> Action item: "wrist: (234, 249)" appears in one line; retype that line and all lines following it through the end of the records, with nothing left out or added.

(Data excerpts)
┌──

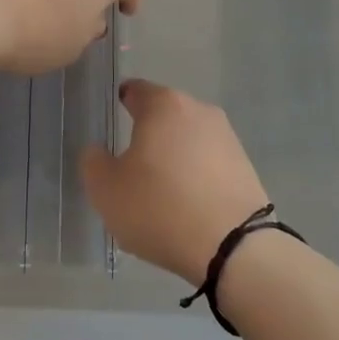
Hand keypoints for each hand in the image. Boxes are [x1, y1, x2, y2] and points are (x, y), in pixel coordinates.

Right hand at [80, 80, 269, 285]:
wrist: (234, 249)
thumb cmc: (160, 208)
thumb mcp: (106, 189)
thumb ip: (93, 161)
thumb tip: (99, 150)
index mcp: (163, 105)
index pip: (134, 90)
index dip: (118, 104)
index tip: (108, 125)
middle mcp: (199, 110)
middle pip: (163, 115)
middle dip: (146, 134)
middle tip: (130, 166)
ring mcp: (227, 137)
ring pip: (187, 140)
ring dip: (172, 157)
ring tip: (159, 192)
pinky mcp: (245, 166)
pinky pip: (208, 163)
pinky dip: (194, 176)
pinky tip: (185, 205)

└──

> Your solution:
wrist: (234, 249)
thumb cmc: (160, 208)
thumb mcp: (106, 189)
thumb ip: (93, 161)
thumb tip: (99, 150)
index mcp: (163, 105)
index pip: (134, 90)
index dip: (118, 104)
index tip: (108, 125)
middle mcp: (199, 110)
middle pip: (163, 115)
middle dip: (146, 134)
middle tip: (130, 166)
ring mcp: (227, 137)
ring pip: (187, 140)
ring dip: (172, 157)
ring tip: (159, 192)
pinky mcp: (245, 166)
pinky pip: (208, 163)
pinky dip: (194, 176)
pinky tip: (185, 205)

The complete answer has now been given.